High-Crime-Causing Users (HCCU)

This is a program developed by the police in collaboration with therapeutic and welfare services aimed at high-risk offenders between the ages of 20 and 45. The objective is to reduce criminal behavior, assuming that the treatment of those individuals can contribute to crime reduction.
The pilot project included:
1) User participation in intensive therapeutic actions, such as weekly consultations with a social worker to discuss drug problems and possible relapses;
2) Liaison with social assistance services to provide access to housing;

Multimodal Community-Based Prisoner Reentry Program

This is a community-based reentry program to reduce recidivism and reincarceration rates for medium- and high-risk inmates.
It provides treatment for those with substance use problems. In the first 30-45 days after release from jail, participants are offered employment, housing, and substance use treatment services.
Subsequently, participants attend group therapy sessions, family group therapy, Alcoholics or Narcotics Anonymous meetings, or individual counseling.

Texas Intensive Supervision Parole (Houston and Dallas)

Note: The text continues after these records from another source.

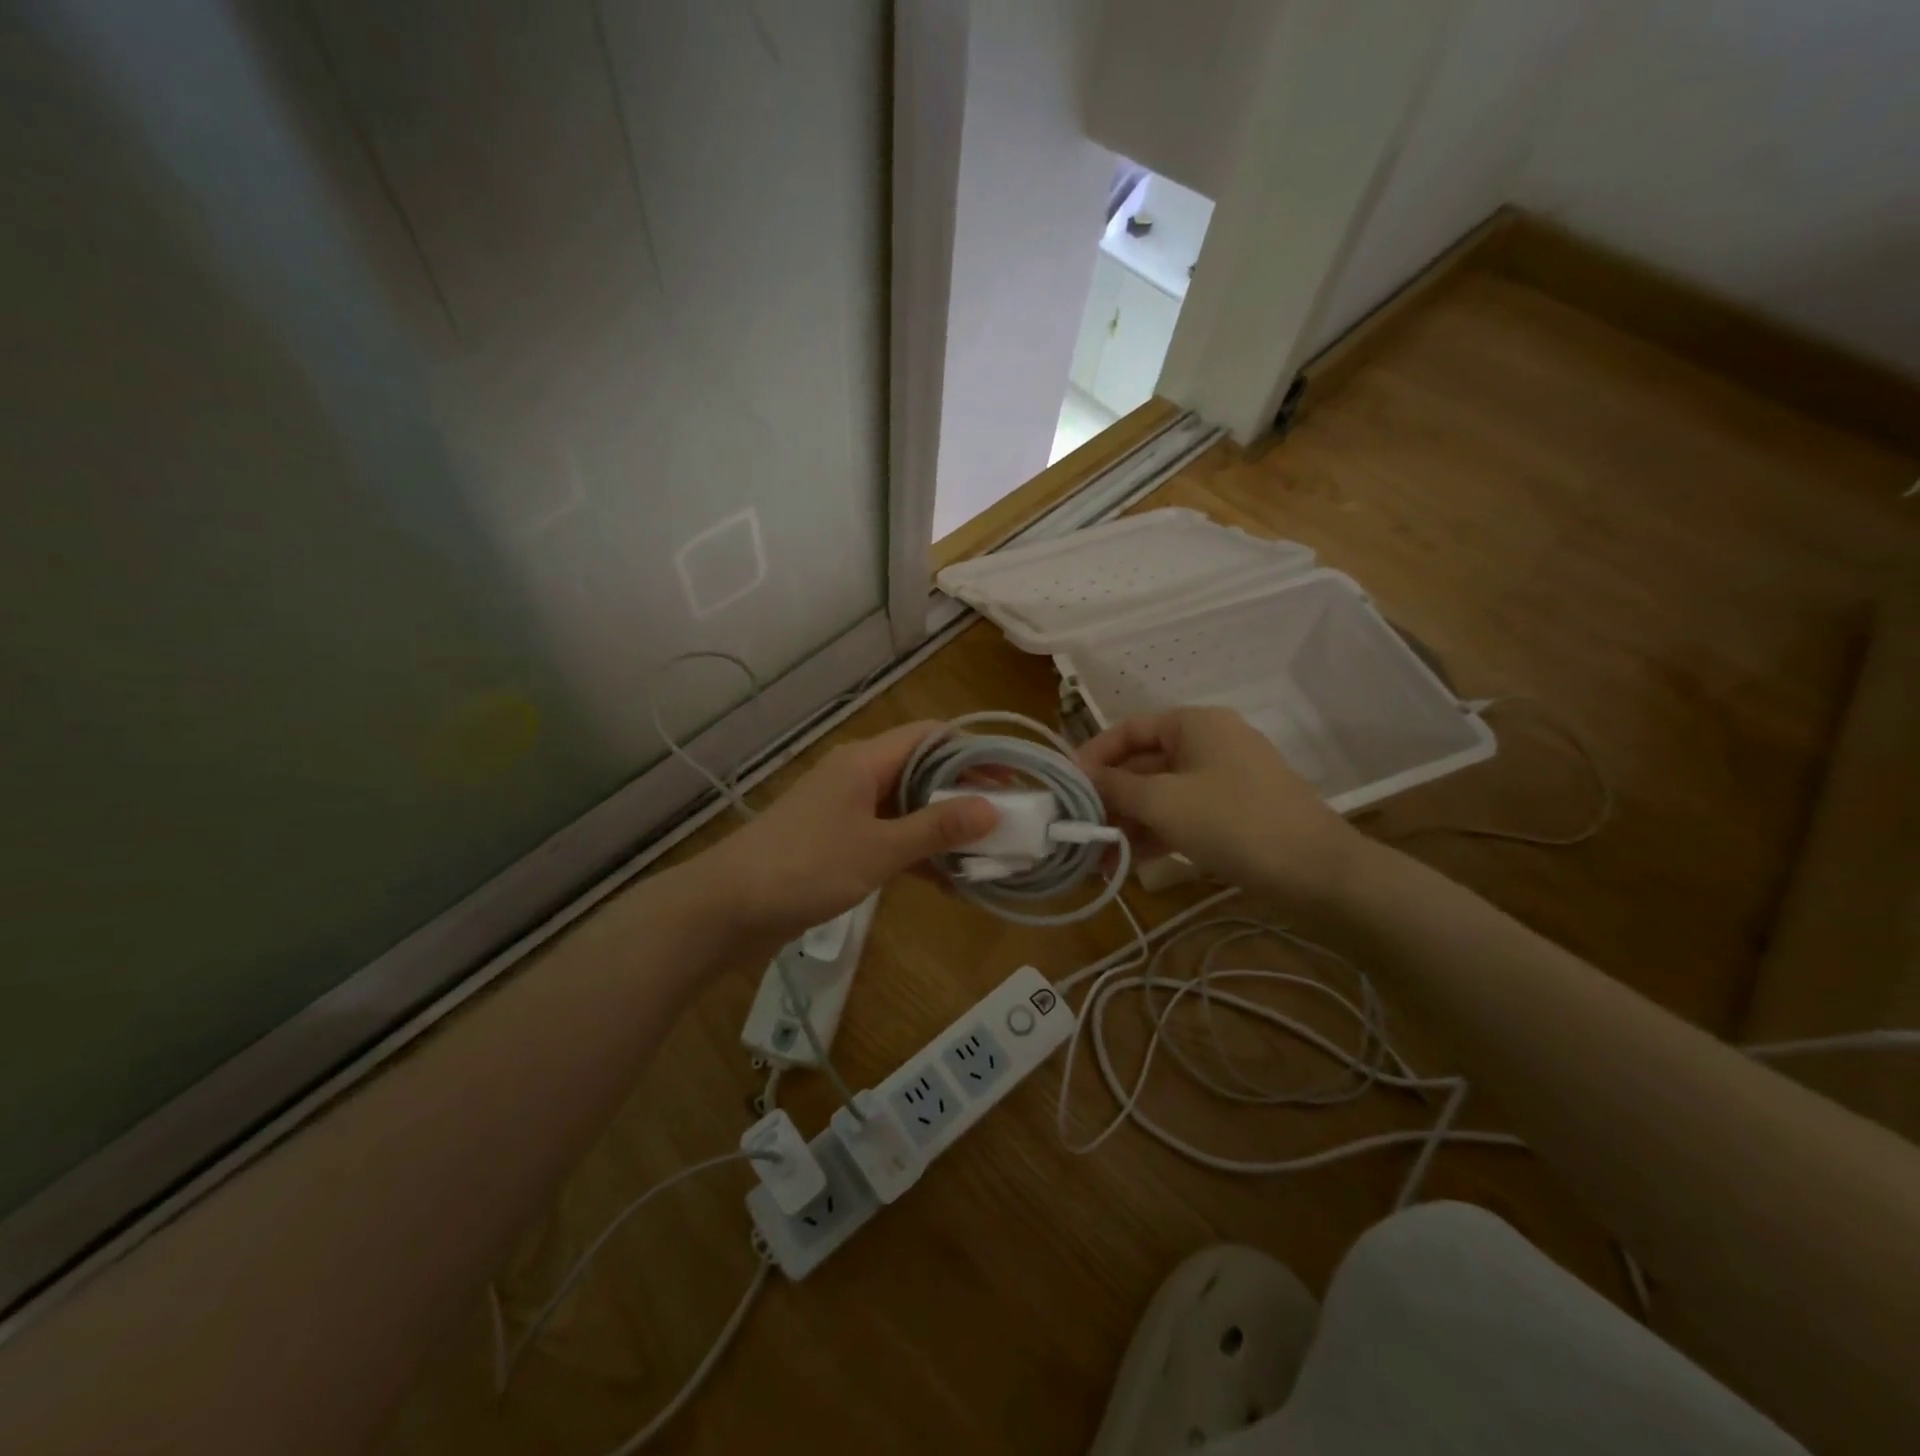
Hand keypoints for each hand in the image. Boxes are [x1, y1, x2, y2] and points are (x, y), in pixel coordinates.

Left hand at [700, 721, 996, 940]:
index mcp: (865, 762)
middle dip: (965, 793)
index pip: (930, 736)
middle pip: (923, 771)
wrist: (726, 909)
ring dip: (943, 827)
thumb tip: (993, 808)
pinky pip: (889, 838)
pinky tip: (948, 882)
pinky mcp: (838, 843)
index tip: (1012, 777)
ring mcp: (846, 811)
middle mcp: (858, 777)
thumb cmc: (805, 867)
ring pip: (908, 807)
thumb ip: (935, 828)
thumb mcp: (878, 849)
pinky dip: (917, 854)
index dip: (973, 751)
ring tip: (988, 851)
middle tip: (1008, 818)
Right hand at [1077, 707, 1364, 903]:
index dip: (1093, 755)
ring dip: (1127, 821)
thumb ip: (1116, 786)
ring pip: (1161, 794)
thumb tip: (1081, 778)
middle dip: (1108, 797)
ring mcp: (1223, 780)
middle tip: (1077, 829)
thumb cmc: (1233, 822)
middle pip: (1143, 763)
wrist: (1318, 872)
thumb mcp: (1163, 802)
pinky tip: (1127, 862)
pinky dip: (1155, 833)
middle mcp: (1208, 743)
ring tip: (1096, 855)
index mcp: (1194, 724)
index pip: (1128, 729)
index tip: (1066, 787)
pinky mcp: (1233, 814)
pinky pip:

This program consists of supervision and monitoring of parolees who are at a risk of waiving open regime requirements and returning to prison. The goal is to reduce the prison population and the costs of the incarceration system through intermediate sanctions between home detention and standard incarceration.
The program offers more supervision, monitoring, and requirements than standard interventions, with 10 agent-participant encounters per month and a requirement to maintain education and/or employment or search for a work placement.

Police Juvenile Liaison Scheme

This is a program that involves a partnership between police officers and young offenders accompanied by police supervision, as an alternative to the judicial process.
In order to take part in the program, the young person must not be a repeat offender, must have committed minor crimes, and must admit to the offence committed, in addition to being authorized by their family and cooperating with police supervision.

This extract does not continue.